Gas station in America
A gas station in America.
  • The average gallon of gas in the US costs $4.113 today, compared to $4.800 one month ago. 
  • Prices have declined in recent weeks, however they remain 28.9% higher than one year ago's $3.190 rate. 
  • Fuel demand has dropped off dramatically, hitting levels not seen since the pandemic in July 2020, EIA data shows. 

US gas prices declined to $4.113 Friday, down from $4.800 a month ago. But prices remain 28.9% higher than last year, according to AAA data. 

Expensive pump prices in addition to soaring inflation has put pressure on Americans, and demand has shown signs of waning even through the typically-high demand summer driving season. 

Data from the Energy Information Administration revealed that gas demand dropped from 9.25 million barrels per day to 8.54 million barrels per day last week.

That's on par with demand levels at the end of July 2020 when the COVID-19 pandemic kept drivers off the road. 

 

The EIA also noted that domestic gasoline stockpiles increased marginally by 200,000 barrels to 225.3 million barrels. The trend could bring further relief at the pump across the US if supply continues to rise and demand moves the opposite way.

Prices at the pump have declined 10 cents over the last week, and crude oil prices have also declined below $90 a barrel for the first time since Russia invaded Ukraine.

OPEC+ announced Wednesday it would boost crude output modestly for September, although the slight increase will likely have minimal impact on oil prices. 

Meanwhile, four months ago gas prices had soared so high that demand destruction appeared to be setting in right as summer travel season was ramping up.

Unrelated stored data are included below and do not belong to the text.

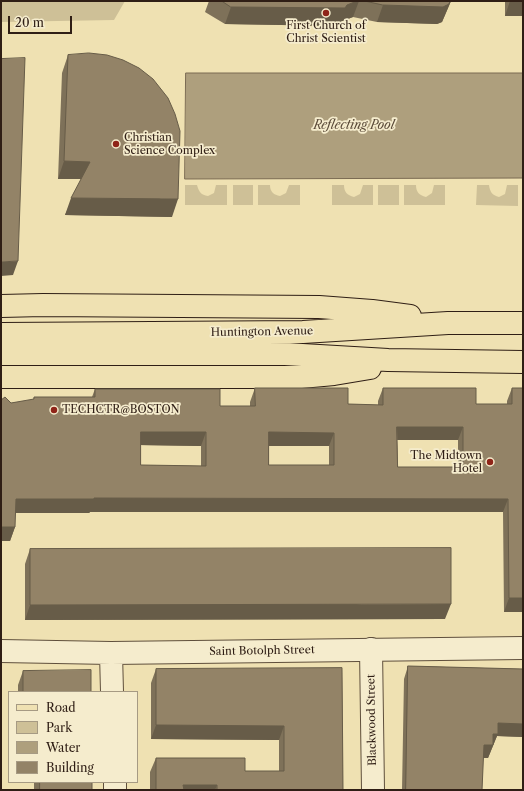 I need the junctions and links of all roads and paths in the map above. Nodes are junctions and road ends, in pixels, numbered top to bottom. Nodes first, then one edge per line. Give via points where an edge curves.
1 (1, 306) edge
2 (448, 323) junction
3 (523, 323) edge
4 (1, 334) edge
5 (1, 354) edge
6 (405, 361) junction
7 (523, 362) edge
8 (1, 378) edge
9 (523, 648) edge
10 (371, 649) junction
11 (1, 650) edge
12 (111, 653) junction
13 (112, 691) edge
14 (373, 790) edge

1 - 2 main road via 319,307 391,313
2 - 3 main road, Huntington Avenue
2 - 4 main road, Huntington Avenue via 308,332
5 - 6 main road, Huntington Avenue via 285,354
6 - 7 main road, Huntington Avenue
6 - 8 main road via 355,371 301,377
9 - 10 street, Saint Botolph Street
10 - 12 street, Saint Botolph Street
10 - 14 street, Blackwood Street
11 - 12 street, Saint Botolph Street
12 - 13 street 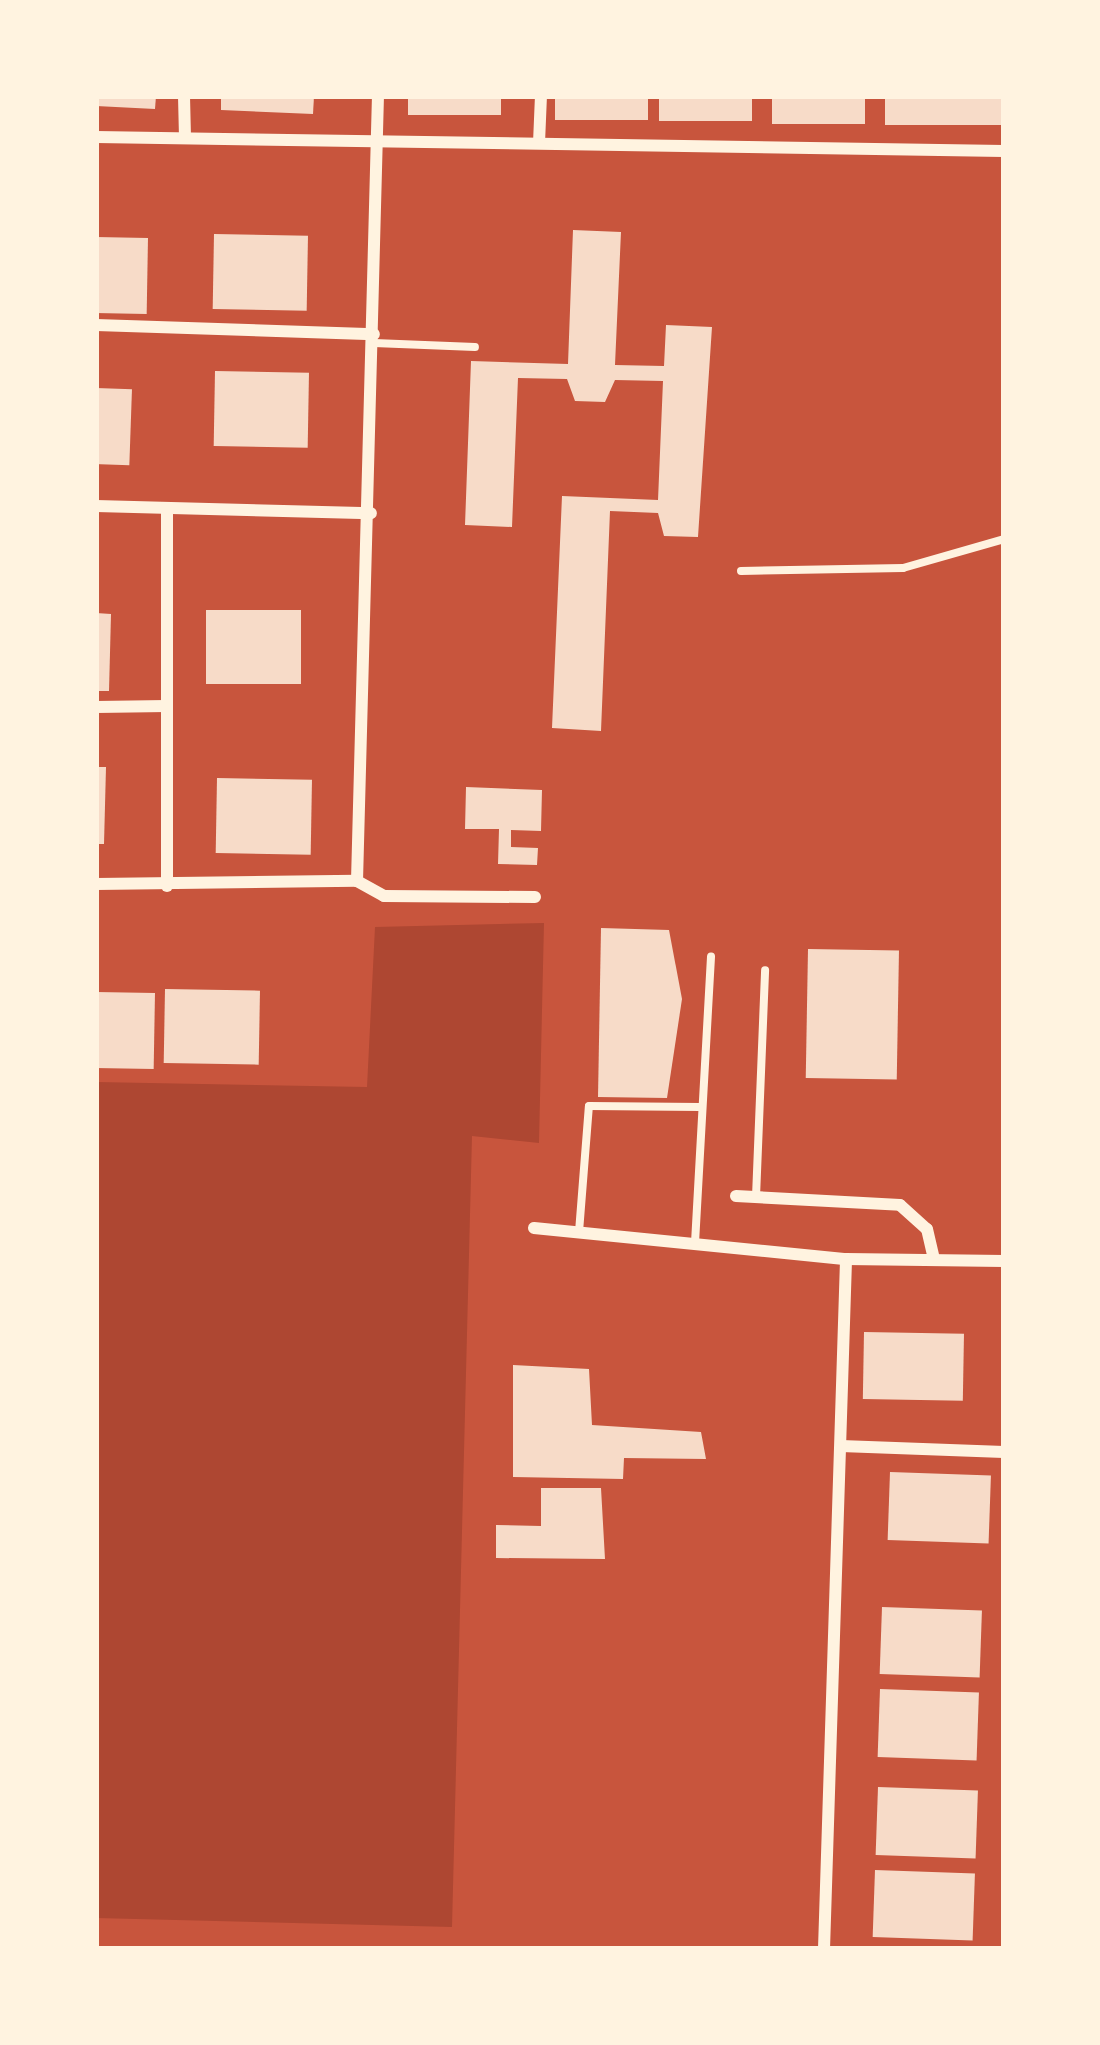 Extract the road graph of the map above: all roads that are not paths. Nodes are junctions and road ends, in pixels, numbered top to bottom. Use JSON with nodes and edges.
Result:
{"nodes":[{"id":1,"x":184,"y":96,"type":"edge"},
{"id":2,"x":378,"y":96,"type":"edge"},
{"id":3,"x":541,"y":96,"type":"edge"},
{"id":4,"x":96,"y":137,"type":"edge"},
{"id":5,"x":184,"y":138,"type":"junction"},
{"id":6,"x":377,"y":140,"type":"junction"},
{"id":7,"x":539,"y":143,"type":"junction"},
{"id":8,"x":1004,"y":151,"type":"edge"},
{"id":9,"x":96,"y":325,"type":"edge"},
{"id":10,"x":374,"y":339,"type":"junction"},
{"id":11,"x":475,"y":347,"type":"dead end"},
{"id":12,"x":96,"y":506,"type":"edge"},
{"id":13,"x":167,"y":508,"type":"junction"},
{"id":14,"x":371,"y":513,"type":"junction"},
{"id":15,"x":1004,"y":538,"type":"edge"},
{"id":16,"x":741,"y":571,"type":"dead end"},
{"id":17,"x":167,"y":706,"type":"junction"},
{"id":18,"x":96,"y":707,"type":"edge"},
{"id":19,"x":357,"y":880,"type":"junction"},
{"id":20,"x":96,"y":884,"type":"edge"},
{"id":21,"x":167,"y":886,"type":"junction"},
{"id":22,"x":536,"y":897,"type":"dead end"},
{"id":23,"x":711,"y":956,"type":"dead end"},
{"id":24,"x":765,"y":970,"type":"dead end"},
{"id":25,"x":700,"y":1107,"type":"junction"},
{"id":26,"x":736,"y":1196,"type":"dead end"},
{"id":27,"x":756,"y":1197,"type":"junction"},
{"id":28,"x":534,"y":1228,"type":"dead end"},
{"id":29,"x":579,"y":1233,"type":"junction"},
{"id":30,"x":695,"y":1243,"type":"junction"},
{"id":31,"x":846,"y":1259,"type":"junction"},
{"id":32,"x":934,"y":1259,"type":"junction"},
{"id":33,"x":1004,"y":1261,"type":"edge"},
{"id":34,"x":841,"y":1446,"type":"junction"},
{"id":35,"x":1004,"y":1452,"type":"edge"},
{"id":36,"x":824,"y":1949,"type":"edge"}],
"edges":[{"from":1,"to":5,"type":"street"},
{"from":2,"to":6,"type":"street"},
{"from":3,"to":7,"type":"street"},
{"from":4,"to":5,"type":"street"},
{"from":5,"to":6,"type":"street"},
{"from":6,"to":7,"type":"street"},
{"from":6,"to":10,"type":"street"},
{"from":7,"to":8,"type":"street"},
{"from":9,"to":10,"type":"street"},
{"from":10,"to":11,"type":"lane"},
{"from":10,"to":14,"type":"street"},
{"from":12,"to":13,"type":"street"},
{"from":13,"to":14,"type":"street"},
{"from":13,"to":17,"type":"street"},
{"from":14,"to":19,"type":"street"},
{"from":15,"to":16,"type":"lane"},
{"from":17,"to":18,"type":"street"},
{"from":17,"to":21,"type":"street"},
{"from":19,"to":21,"type":"street"},
{"from":19,"to":22,"type":"street"},
{"from":20,"to":21,"type":"street"},
{"from":23,"to":25,"type":"lane"},
{"from":24,"to":27,"type":"lane"},
{"from":25,"to":29,"type":"lane"},
{"from":25,"to":30,"type":"lane"},
{"from":26,"to":27,"type":"street"},
{"from":27,"to":32,"type":"street"},
{"from":28,"to":29,"type":"street"},
{"from":29,"to":30,"type":"street"},
{"from":30,"to":31,"type":"street"},
{"from":31,"to":32,"type":"street"},
{"from":31,"to":34,"type":"street"},
{"from":32,"to":33,"type":"street"},
{"from":34,"to":35,"type":"street"},
{"from":34,"to":36,"type":"street"}]}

In May, demand on a four-week rolling basis hit its lowest point for that time of year since 2013, excluding 2020. 

Then in June gas prices in the US hit a nationwide average of $5 per gallon for the first time in history. All 50 states were paying more than $4.40 on average, with some California cities paying above $7 or $8 per gallon. 

At the time, JPMorgan analysts had forecasted prices could shoot above $6 on average

Ed Morse, global head of commodities research at Citi said that the dip in crude points to weakening gasoline demand as recession fears increase in the US. 

"It means the market is no longer expecting tightness ahead, it's expecting things to loosen up," Morse told CNBC Thursday. "It's supply purely playing against demand."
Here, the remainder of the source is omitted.